Determine an hyperbolic midpoint

Question

I am asked to determine the hyperbolic midpoint of the points $0,\frac{1}{2} \in \mathcal{P}$

Q: how do I determine the hyperbolic midpoint and what is actually meant by the midpoint?

Answer 1

Poincaré model

I'm not sure what $\mathcal P$ is in your notation. The Poincaré disk, as a subset of $\mathbb C$?

If you restrict yourself to the Poincaré disk, then the midpoint $M$ of the geodesic segment $AB$ would be a point on the line $AB$ which has equal and finite hyperbolic distance from both $A$ and $B$.

In your specific case, the line $AB$ would be the real axis. For distances you can refer to e.g. Wikipedia:

If $u$ and $v$ are two vectors in real $n$-dimensional vector space $\mathbf R^n$ with the usual Euclidean norm, both of which have norm less than $1$, then we may define an isometric invariant by $$\delta (u, v) = 2 \frac{\lVert u-v \rVert^2}{(1-\lVert u \rVert^2)(1-\lVert v \rVert^2)}$$ where $\lVert \cdot \rVert$ denotes the usual Euclidean norm. Then the distance function is $$d(u, v) = \operatorname{arcosh} (1+\delta (u,v))$$

Actually the first half of that statement is enough: you don't need the numeric values of distances, you just need equality of distances, so you can aim for $\delta(A,M)=\delta(M,B)$ or more specifically $\delta(0,M)=\delta(M,\frac12)$.

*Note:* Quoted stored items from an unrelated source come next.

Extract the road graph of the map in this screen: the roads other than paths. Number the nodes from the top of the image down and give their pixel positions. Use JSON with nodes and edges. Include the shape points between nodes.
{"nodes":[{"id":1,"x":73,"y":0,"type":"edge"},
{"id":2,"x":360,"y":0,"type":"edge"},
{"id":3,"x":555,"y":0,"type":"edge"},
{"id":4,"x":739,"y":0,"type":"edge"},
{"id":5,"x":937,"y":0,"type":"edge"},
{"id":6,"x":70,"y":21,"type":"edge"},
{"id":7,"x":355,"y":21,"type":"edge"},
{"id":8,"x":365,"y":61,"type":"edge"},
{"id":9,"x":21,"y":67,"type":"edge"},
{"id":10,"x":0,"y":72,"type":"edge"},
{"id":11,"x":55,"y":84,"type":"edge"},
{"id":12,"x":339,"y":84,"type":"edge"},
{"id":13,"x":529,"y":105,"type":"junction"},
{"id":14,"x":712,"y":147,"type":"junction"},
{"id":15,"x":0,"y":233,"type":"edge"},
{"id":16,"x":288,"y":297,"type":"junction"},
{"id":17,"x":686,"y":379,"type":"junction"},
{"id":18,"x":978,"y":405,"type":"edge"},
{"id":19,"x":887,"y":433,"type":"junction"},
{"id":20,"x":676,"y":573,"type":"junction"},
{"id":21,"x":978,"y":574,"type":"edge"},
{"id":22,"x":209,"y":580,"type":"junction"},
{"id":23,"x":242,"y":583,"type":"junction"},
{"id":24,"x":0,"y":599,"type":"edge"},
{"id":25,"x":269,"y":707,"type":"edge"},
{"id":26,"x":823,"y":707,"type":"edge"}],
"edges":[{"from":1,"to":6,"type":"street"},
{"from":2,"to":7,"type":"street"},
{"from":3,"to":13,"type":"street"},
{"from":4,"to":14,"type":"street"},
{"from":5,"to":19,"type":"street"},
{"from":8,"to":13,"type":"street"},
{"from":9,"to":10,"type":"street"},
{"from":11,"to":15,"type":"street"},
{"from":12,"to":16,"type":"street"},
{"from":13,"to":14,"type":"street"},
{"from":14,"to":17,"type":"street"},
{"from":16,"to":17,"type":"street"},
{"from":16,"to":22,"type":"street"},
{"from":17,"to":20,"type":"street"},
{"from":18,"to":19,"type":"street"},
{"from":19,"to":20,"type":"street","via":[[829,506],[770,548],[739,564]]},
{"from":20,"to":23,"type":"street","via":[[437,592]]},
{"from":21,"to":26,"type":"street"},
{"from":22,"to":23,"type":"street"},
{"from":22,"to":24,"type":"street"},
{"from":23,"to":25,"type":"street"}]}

\begin{align*} 2\frac{M^2}{1-M^2} &= 2\frac{(M-\frac12)^2}{(1-M^2)\frac34} \\ 3M^2(1-M^2) &= 4(M-\tfrac12)^2(1-M^2) \\ M^4 - 4M^3 + 4M - 1 &= 0 \\ (M - 1)(M + 1)(M^2 - 4M + 1) &= 0 \end{align*}

So there are four solutions algebraically. Two are ideal points, which have the same distance to $A$ and $B$ since they have infinite distance. The other two are the solutions of the quadratic equation, namely $M=2\pm\sqrt3$. Of these, only one lies within the Poincaré disk, so that's the one to choose. The other is its inverse, because algebraically speaking, points which are related via inversion in the unit circle are essentially the same in the Poincaré model.

Cayley-Klein metric

When you model the hyperbolic plane using the Beltrami-Klein model, or in different words using a Cayley-Klein metric on the real projective plane, then you'd end up with two distinct midpoints. One of them would be the same as above, while the other one would have equal but complex distance from both endpoints. One of them lies outside the fundamental conic and therefore has no corresponding point in the Poincaré model. So what you consider a midpoint, and how many there are, depends a lot on your model, and which points you include in your considerations.